Metastatic NSCLC: Why and How to Standardize Biomarker Testing
—This study demonstrated that implementing a standardized approach to biomarker testing, including provider education, EHR templates, and order sets, increased comprehensive biomarker testing rates in a community oncology practice setting.
Optimizing treatment for metastatic non-small cell lung cancer (mNSCLC) hinges on comprehensive biomarker testing. Yet, achieving optimal testing rates remains a persistent challenge in many settings. Biomarker testing, which identifies specific genetic alterations in tumors, is crucial for guiding targeted therapy decisions in this patient population. National Comprehensive Cancer Network (NCCN) guidelines strongly recommend comprehensive biomarker testing, including both PD-L1 immunohistochemistry and comprehensive genomic profiling (CGP), for all patients with mNSCLC.1 However, research suggests testing rates often fall short of these guidelines.2
In a recent study published in the Journal of Oncology Practice, David Waterhouse, MD, MPH, and colleagues investigated this disparity by implementing a program to standardize comprehensive biomarker testing in a large community oncology practice. The year-long initiative resulted in a significant increase in testing rates, highlighting the potential of standardized protocols to improve patient care in real-world settings.3
“The primary goal was to increase comprehensive biomarker testing rates in patients with newly diagnosed metastatic lung cancer by creating a New Patient mNSCLC EHR template and accompanying mNSCLC Order Set,” stated the authors.3
Multi-faceted intervention strategy
The authors employed a Plan-Do-Study-Act methodology targeting patients who were 18 years or older and newly diagnosed with mNSCLC over a 1-year period from September 1, 2021, though August 31, 2022, to which all physicians in the Oncology Hematology Care group agreed. After exclusions, a total of 316 patients were included in the study.3
Cycle 1: Education and Streamlining Processes
- Provider education: The team conducted targeted educational sessions for healthcare providers, emphasizing the importance of comprehensive biomarker testing in managing mNSCLC.
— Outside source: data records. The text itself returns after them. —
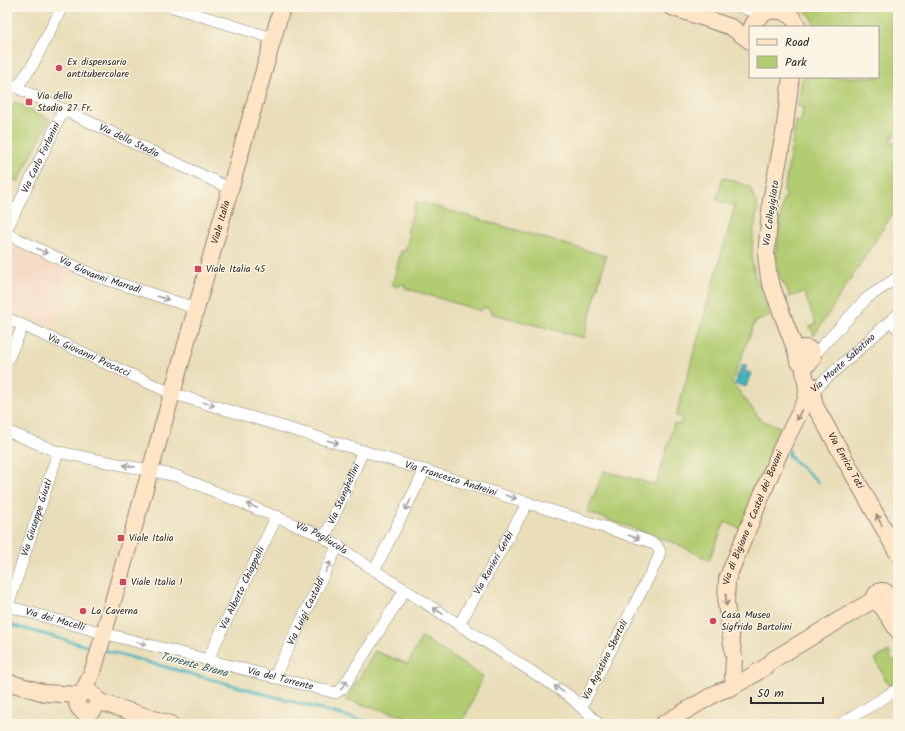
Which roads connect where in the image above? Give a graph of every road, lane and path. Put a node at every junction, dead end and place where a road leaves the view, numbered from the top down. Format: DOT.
graph roads {
  1 [pos="62,7"];
  2 [pos="173,7"];
  3 [pos="282,7"];
  4 [pos="671,7"];
  5 [pos="742,7"];
  6 [pos="790,16"];
  7 [pos="759,17"];
  8 [pos="731,27"];
  9 [pos="272,38"];
  10 [pos="749,40"];
  11 [pos="791,78"];
  12 [pos="7,83"];
  13 [pos="18,88"];
  14 [pos="64,109"];
  15 [pos="229,188"];
  16 [pos="7,229"];
  17 [pos="7,234"];
  18 [pos="898,277"];
  19 [pos="195,308"];
  20 [pos="7,318"];
  21 [pos="896,321"];
  22 [pos="24,326"];
  23 [pos="806,354"];
  24 [pos="7,361"];
  25 [pos="171,393"];
  26 [pos="809,394"];
  27 [pos="7,431"];
  28 [pos="363,451"];
  29 [pos="58,452"];
  30 [pos="149,470"];
  31 [pos="425,470"];
  32 [pos="528,502"];
  33 [pos="277,516"];
  34 [pos="325,537"];
  35 [pos="338,545"];
  36 [pos="898,554"];
  37 [pos="375,569"];
  38 [pos="405,590"];
  39 [pos="886,597"];
  40 [pos="8,606"];
  41 [pos="629,613"];
  42 [pos="898,614"];
  43 [pos="459,625"];
  44 [pos="898,631"];
  45 [pos="102,637"];
  46 [pos="774,659"];
  47 [pos="207,661"];
  48 [pos="274,678"];
  49 [pos="734,678"];
  50 [pos="7,682"];
  51 [pos="898,689"];
  52 [pos="718,692"];
  53 [pos="87,704"];
  54 [pos="582,706"];
  55 [pos="165,722"];
  56 [pos="599,724"];
  57 [pos="663,724"];
  58 [pos="841,724"];
  1 -- 13 [label="street"];
  2 -- 9 [label="street"];
  3 -- 9 [label="main road, Viale Italia"];
  4 -- 8 [label="main road"];
  5 -- 7 [label="street"];
  6 -- 7 [label="main road"];
  7 -- 8 [label="main road"];
  8 -- 10 [label="main road"];
  9 -- 15 [label="main road, Viale Italia"];
  11 -- 23 [label="main road, Via Collegigliato"];
  12 -- 13 [label="street, Via dello Stadio"];
  13 -- 14 [label="street, Via dello Stadio"];
  14 -- 15 [label="street, Via dello Stadio"];
  14 -- 16 [label="street, Via Carlo Forlanini"];
  15 -- 19 [label="main road, Viale Italia"];
  17 -- 19 [label="street, Via Giovanni Marradi, one-way"];
  18 -- 23 [label="street"];
  19 -- 25 [label="main road, Viale Italia"];
  20 -- 22 [label="street, Via Giovanni Procacci"];
  21 -- 26 [label="street, Via Monte Sabotino"];
  22 -- 24 [label="street"];
  22 -- 25 [label="street, Via Giovanni Procacci"];
  23 -- 26 [label="main road, Via di Bigiano e Castel dei Bovani"];
  25 -- 28 [label="street, Via Francesco Andreini, one-way"];
  25 -- 30 [label="main road, Viale Italia"];
  36 -- 26 [label="main road, Via Enrico Toti, one-way"];
  26 -- 49 [label="main road, Via di Bigiano e Castel dei Bovani, one-way"];
  27 -- 29 [label="street, Via Pagliucola"];
  28 -- 31 [label="street, Via Francesco Andreini"];
  28 -- 34 [label="street, Via Stanghellini"];
  30 -- 29 [label="street, Via Pagliucola, one-way"];
  29 -- 40 [label="street, Via Giuseppe Giusti"];
  33 -- 30 [label="street, Via Pagliucola, one-way"];
  30 -- 45 [label="main road, Viale Italia"];
  31 -- 32 [label="street, Via Francesco Andreini, one-way"];
  31 -- 37 [label="street, one-way"];
  32 -- 41 [label="street, Via Francesco Andreini, one-way"];
  32 -- 43 [label="street, Via Ranieri Gerbi"];
  33 -- 34 [label="street, Via Pagliucola"];
  33 -- 47 [label="street, Via Alberto Chiappelli"];
  34 -- 35 [label="street, Via Pagliucola"];
  35 -- 37 [label="street, Via Pagliucola"];
  48 -- 35 [label="street, Via Luigi Castaldi, one-way"];
  37 -- 38 [label="street, Via Pagliucola"];
  43 -- 38 [label="street, Via Pagliucola, one-way"];
  48 -- 38 [label="street, Via del Torrente, one-way"];
  39 -- 42 [label="main road"];
  39 -- 44 [label="main road"];
  39 -- 46 [label="main road"];
  40 -- 45 [label="street, Via dei Macelli"];
  41 -- 54 [label="street, Via Agostino Sbertoli"];
  54 -- 43 [label="street, Via Pagliucola, one-way"];
  45 -- 47 [label="street, Via del Torrente, one-way"];
  45 -- 53 [label="main road, Viale Italia"];
  46 -- 49 [label="main road"];
  46 -- 52 [label="main road"];
  47 -- 48 [label="street, Via del Torrente"];
  49 -- 52 [label="main road"];
  50 -- 53 [label="main road"];
  51 -- 58 [label="street"];
  52 -- 57 [label="main road"];
  53 -- 55 [label="main road"];
  54 -- 56 [label="street, Via Pagliucola"];
}
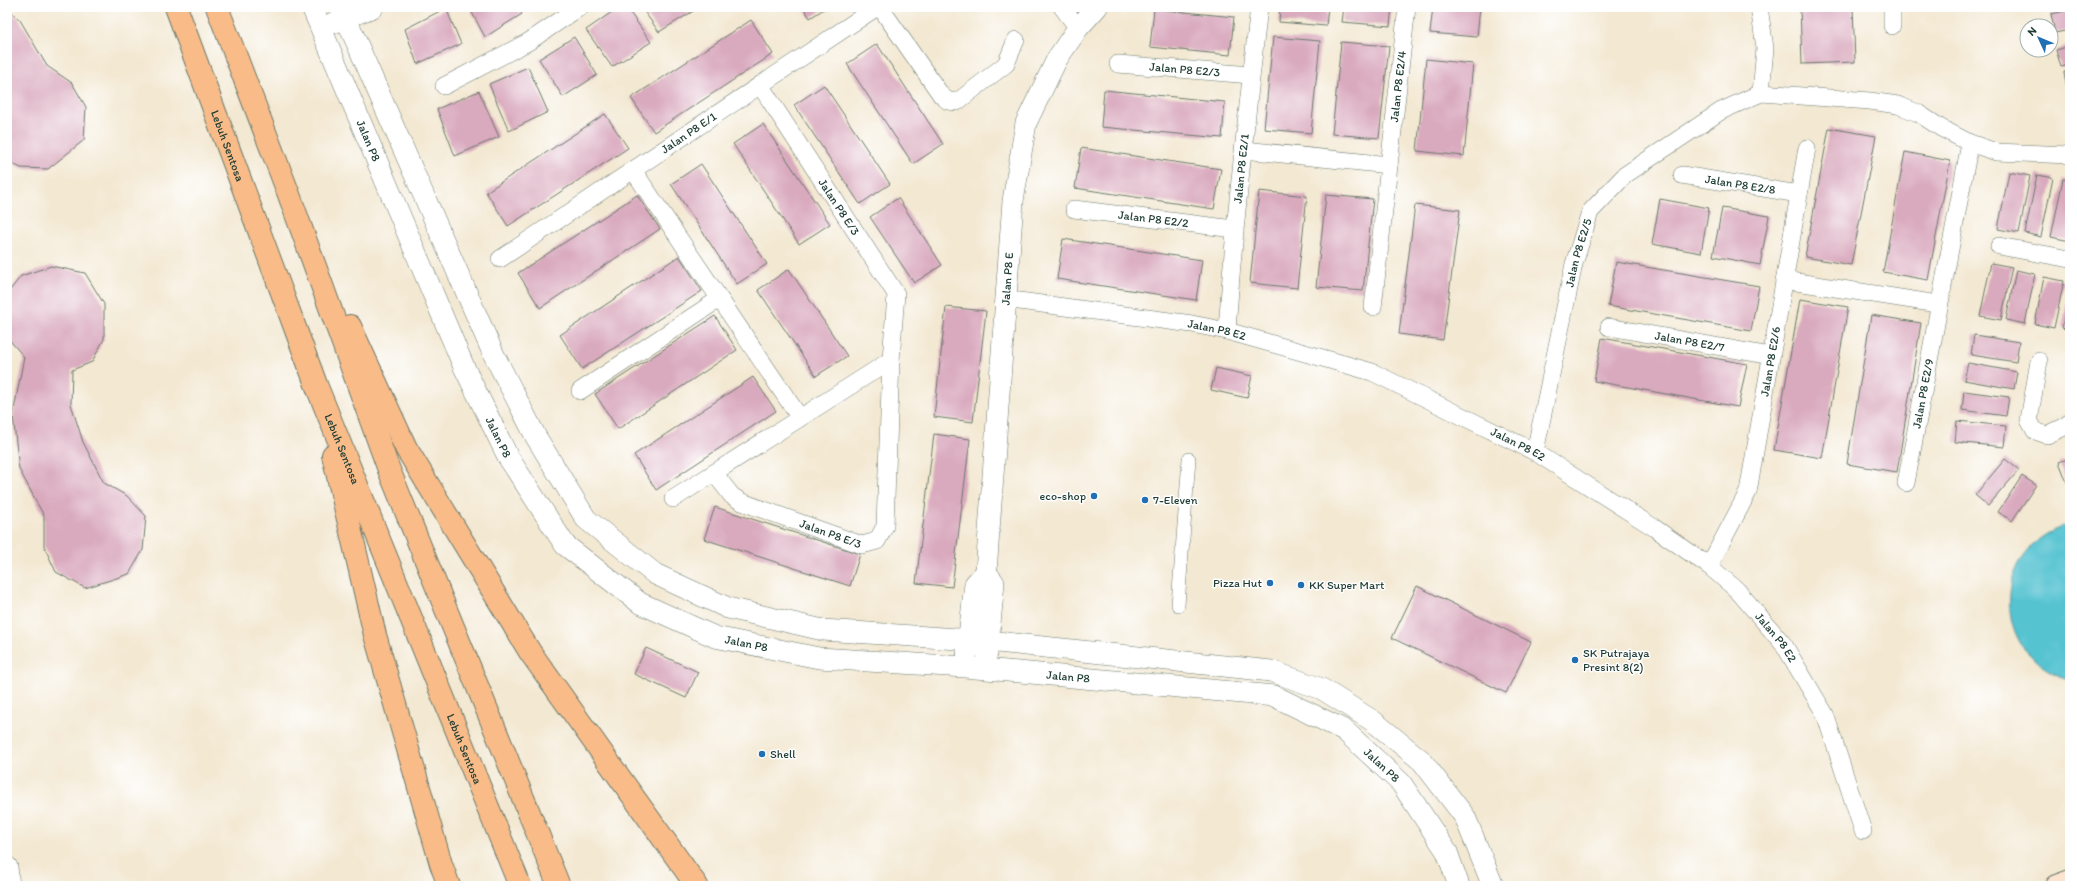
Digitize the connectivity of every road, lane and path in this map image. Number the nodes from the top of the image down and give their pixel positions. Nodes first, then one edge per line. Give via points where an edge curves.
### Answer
1 (176, 7) edge
2 (217, 7) edge
3 (373, 7) edge
4 (580, 7) edge
5 (878, 7) edge
6 (1062, 7) edge
7 (1097, 7) edge
8 (1259, 7) edge
9 (1407, 7) edge
10 (1759, 7) edge
11 (1892, 7) edge
12 (313, 8) edge
13 (343, 12) edge
14 (1892, 26) dead end
15 (320, 28) junction
16 (1078, 28) junction
17 (1016, 40) dead end
18 (1118, 64) dead end
19 (1251, 76) junction
20 (760, 85) junction
21 (444, 86) dead end
22 (1761, 93) junction
23 (1970, 144) junction
24 (1807, 148) dead end
25 (1244, 150) junction
26 (2070, 155) edge
27 (1389, 165) junction
28 (633, 170) junction
29 (1682, 176) dead end
30 (288, 192) junction
31 (1799, 194) junction
32 (1074, 209) dead end
33 (1234, 229) junction
34 (1999, 246) dead end
35 (500, 259) dead end
36 (2070, 259) edge
37 (1784, 280) junction
38 (719, 298) junction
39 (1005, 299) junction
40 (1938, 304) junction
41 (1373, 307) dead end
42 (1608, 327) dead end
43 (1227, 331) junction
44 (1771, 356) junction
45 (891, 360) junction
46 (2039, 361) dead end
47 (317, 388) junction
48 (580, 391) dead end
49 (800, 418) junction
50 (2070, 422) edge
51 (1534, 452) junction
52 (1189, 459) dead end
53 (714, 473) junction
54 (1906, 483) dead end
55 (674, 499) dead end
56 (1709, 566) junction
57 (1178, 605) dead end
58 (978, 640) junction
59 (975, 668) junction
60 (1863, 831) dead end
61 (7, 867) edge
62 (2070, 881) edge
63 (9, 886) edge
64 (448, 886) edge
65 (520, 886) edge
66 (559, 886) edge
67 (697, 886) edge
68 (1459, 886) edge
69 (1493, 886) edge
70 (2056, 886) edge

1 - 47 main road, Lebuh Sentosa
2 - 30 main road
3 - 13 street
4 - 21 street via 528,42
5 - 17 street via 941,95 948,101 957,102 1006,64
5 - 20 street, Jalan P8 E/1
6 - 16 street
7 - 16 street, Jalan P8 E
8 - 19 street, Jalan P8 E2/1
9 - 27 street, Jalan P8 E2/4
10 - 22 street via 1765,48
11 - 14 street
12 - 15 street, Jalan P8
13 - 15 street
13 - 58 street via 493,353 536,437 586,519 655,574 728,608 823,630
15 - 59 street, Jalan P8 via 464,367 508,457 565,545 640,603 716,637 818,658
16 - 39 street, Jalan P8 E via 1057,59 1026,123 1013,201
18 - 19 street, Jalan P8 E2/3
19 - 25 street, Jalan P8 E2/1
20 - 28 street, Jalan P8 E/1
20 - 45 street, Jalan P8 E/3 via 896,294
22 - 23 street via 1898,105 1918,113
22 - 51 street, Jalan P8 E2/5 via 1722,111 1625,175 1590,212 1574,264
23 - 26 street via 1996,152
23 - 40 street, Jalan P8 E2/9
24 - 31 street, Jalan P8 E2/6
25 - 27 street
25 - 33 street, Jalan P8 E2/1
27 - 41 street, Jalan P8 E2/4
28 - 35 street, Jalan P8 E/1
28 - 38 street
29 - 31 street, Jalan P8 E2/8
30 - 66 main road via 389,470
30 - 67 main road via 406,448 530,652
31 - 37 street, Jalan P8 E2/6
32 - 33 street, Jalan P8 E2/2
33 - 43 street, Jalan P8 E2/1
34 - 36 street
37 - 40 street
37 - 44 street, Jalan P8 E2/6
38 - 48 street
38 - 49 street
39 - 43 street, Jalan P8 E2
39 - 58 street, Jalan P8 E via 986,572 994,583
40 - 54 street, Jalan P8 E2/9
42 - 44 street, Jalan P8 E2/7
43 - 51 street, Jalan P8 E2 via 1372,372
44 - 56 street, Jalan P8 E2/6 via 1748,492
45 - 49 street
45 - 53 street, Jalan P8 E/3 via 885,526 876,541 862,545 742,502 732,496
46 - 50 street via 2029,420 2035,430 2047,435
47 - 64 main road via 375,635
47 - 65 main road, Lebuh Sentosa
49 - 53 street
51 - 56 street, Jalan P8 E2 via 1653,527
52 - 57 street
53 - 55 street
56 - 60 street, Jalan P8 E2 via 1737,590 1784,645 1824,714 1834,737
58 - 59 street
58 - 69 street via 1271,670 1322,689 1372,720 1422,762 1465,817
59 - 68 street, Jalan P8 via 1274,696 1344,730 1401,783 1447,852
61 - 63 street
62 - 70 main road

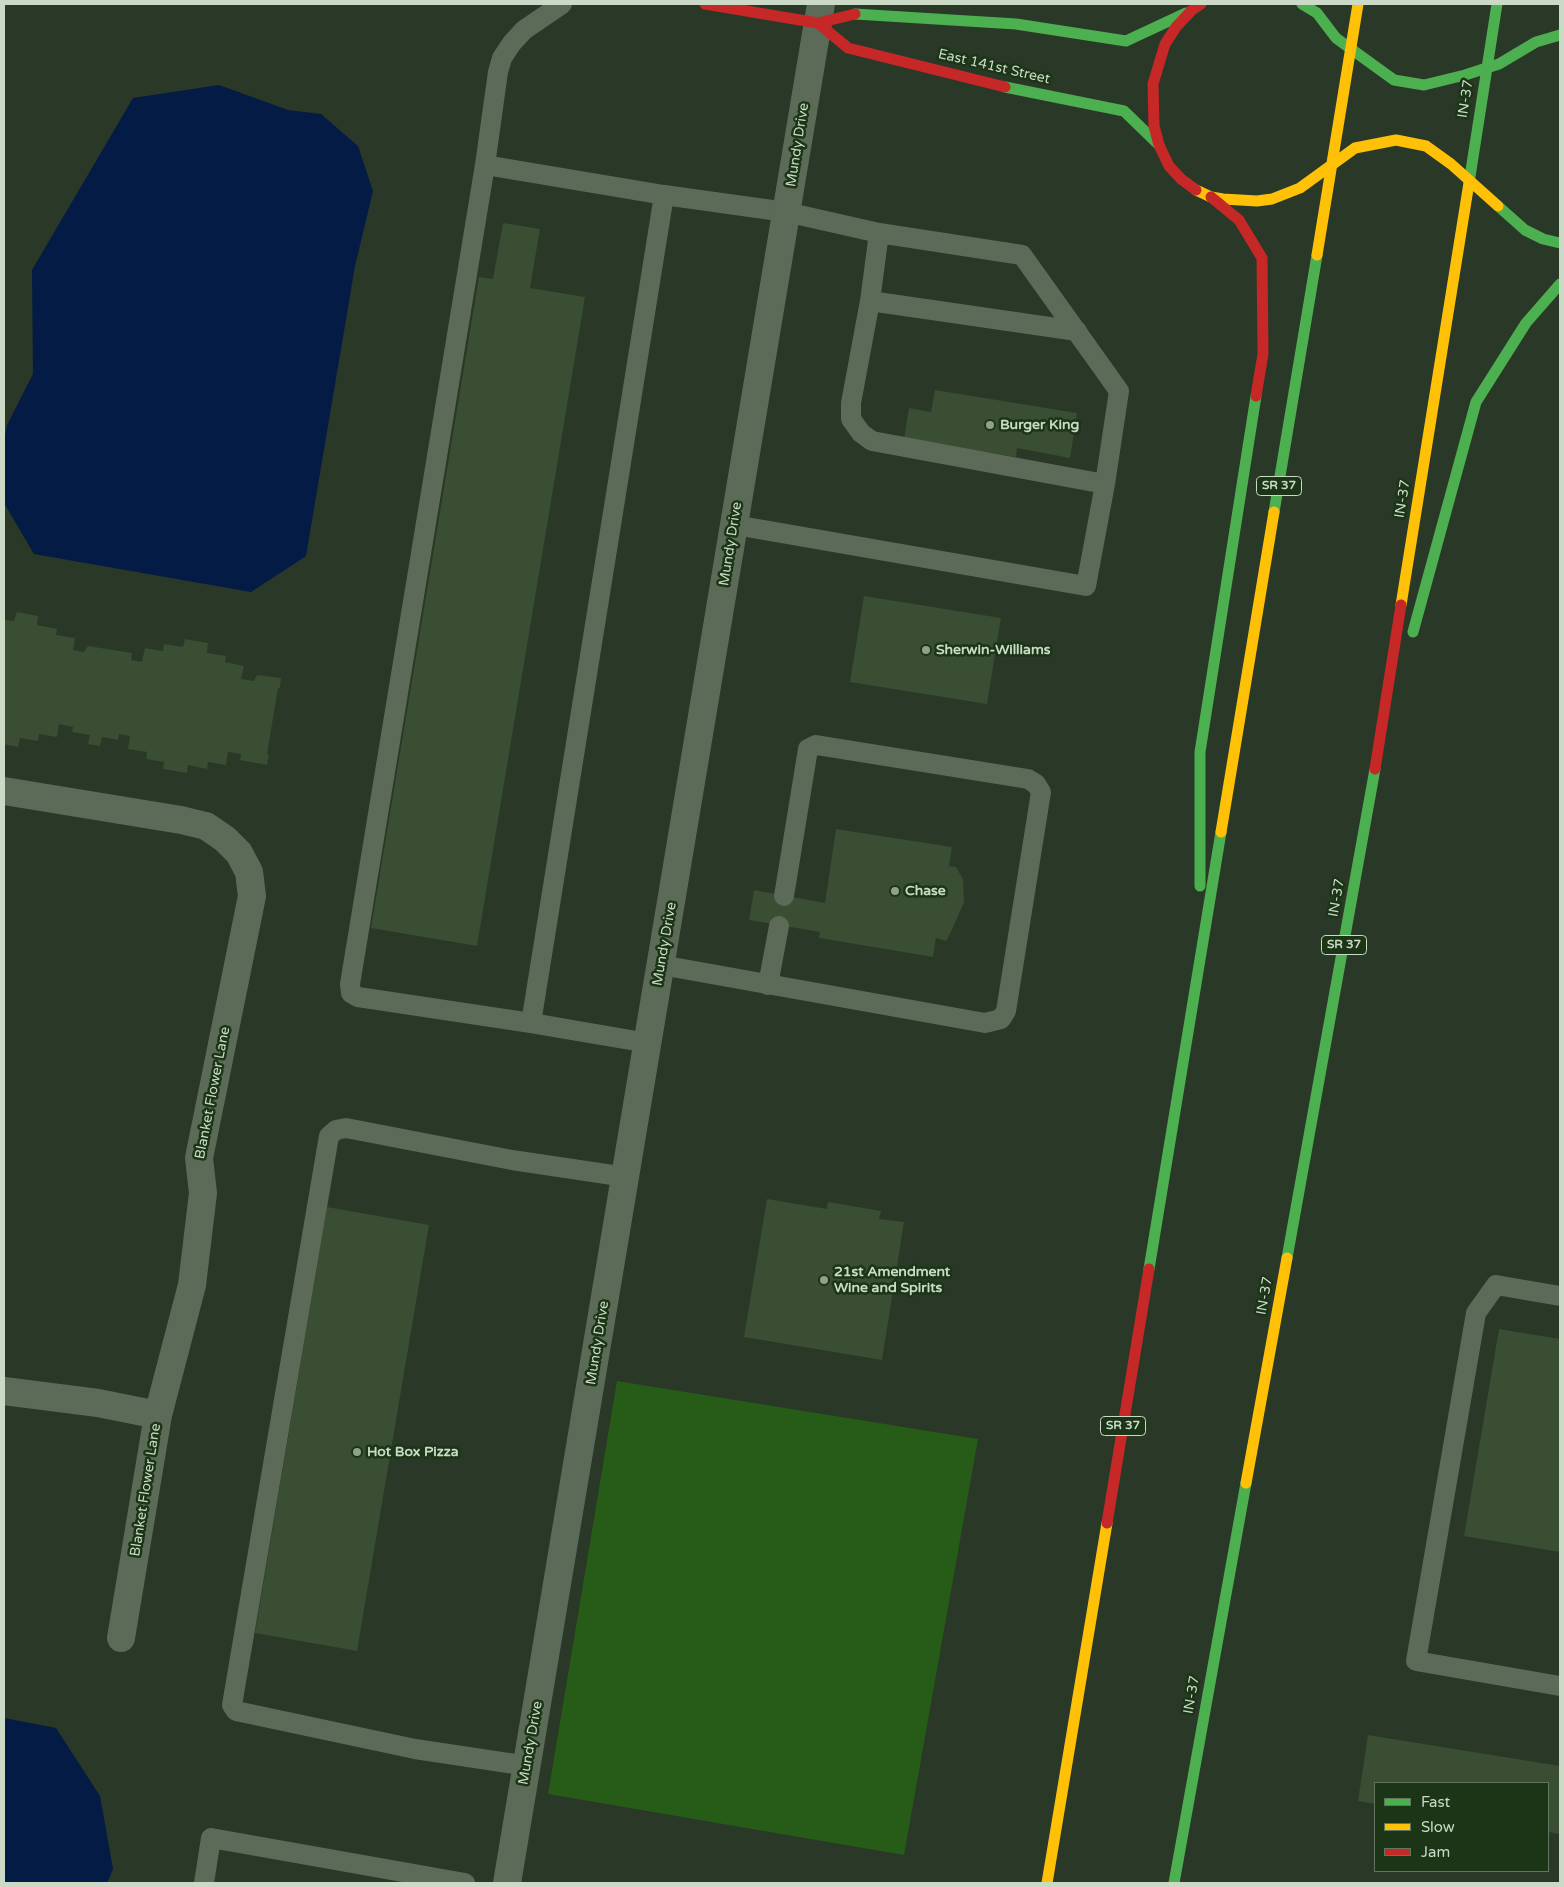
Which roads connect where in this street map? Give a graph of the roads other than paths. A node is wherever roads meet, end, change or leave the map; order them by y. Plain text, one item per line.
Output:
1 (562, 4) edge
2 (705, 4) edge
3 (1302, 4) edge
4 (1358, 4) edge
5 (1497, 4) edge
6 (1197, 7) edge
7 (820, 13) edge
8 (1560, 35) edge
9 (1159, 145) junction
10 (485, 165) junction
11 (664, 195) junction
12 (1211, 197) junction
13 (786, 212) junction
14 (879, 233) junction
15 (1560, 243) edge
16 (1560, 284) edge
17 (870, 301) junction
18 (1077, 332) junction
19 (1105, 484) junction
20 (735, 525) junction
21 (1409, 646) dead end
22 (1404, 665) dead end
23 (1378, 759) junction
24 (4, 791) edge
25 (784, 896) dead end
26 (778, 926) dead end
27 (661, 965) junction
28 (1199, 968) junction
29 (768, 985) junction
30 (531, 1023) junction
31 (648, 1043) junction
32 (626, 1177) junction
33 (1560, 1296) edge
34 (4, 1390) edge
35 (158, 1415) junction
36 (121, 1638) dead end
37 (1560, 1686) edge
38 (528, 1766) junction
39 (204, 1883) edge
40 (464, 1883) edge
41 (507, 1883) edge
42 (1048, 1883) edge
43 (1174, 1883) edge

1 - 10 lane
2 - 7 main road
3 - 8 main road
4 - 28 main road, SR 37
5 - 23 main road, IN-37 / SR 37
6 - 7 main road
6 - 9 main road
7 - 9 main road, East 141st Street
7 - 13 street, Mundy Drive
9 - 12 main road
10 - 11 lane
10 - 30 lane
11 - 13 lane
11 - 30 lane
12 - 15 main road
12 - 28 main road
13 - 14 lane
13 - 20 street, Mundy Drive
14 - 17 lane
14 - 18 lane
16 - 21 main road
17 - 18 lane
17 - 19 lane
18 - 19 lane
19 - 20 lane
20 - 27 street, Mundy Drive
22 - 23 main road
23 - 43 main road, IN-37 / SR 37
24 - 35 street, Blanket Flower Lane
25 - 29 lane
26 - 29 lane
27 - 29 lane
27 - 31 street, Mundy Drive
28 - 42 main road, SR 37
30 - 31 lane
31 - 32 street, Mundy Drive
32 - 38 street, Mundy Drive
32 - 38 lane
33 - 37 lane
34 - 35 street
35 - 36 street, Blanket Flower Lane
38 - 41 street, Mundy Drive
39 - 40 lane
- Standardized workflows: An EHR template specifically designed for the initial mNSCLC consultation was created. This template included prompts and reminders for ordering comprehensive biomarker testing, ensuring a consistent approach.
- Workflow monitoring: The team actively monitored workflow processes to identify and address any roadblocks that might impede testing completion.
Cycle 2: Refining the Approach
- Improving cancer staging: Efforts focused on ensuring complete and accurate cancer staging (TNM classification) alongside biomarker testing, as researchers had observed poor or inaccurate disease staging during cycle 1.
- Data-driven monitoring: Data analytics reports were implemented to track testing rates and identify patients who might have missed testing. Regular audits were conducted to assess adherence to the new protocols.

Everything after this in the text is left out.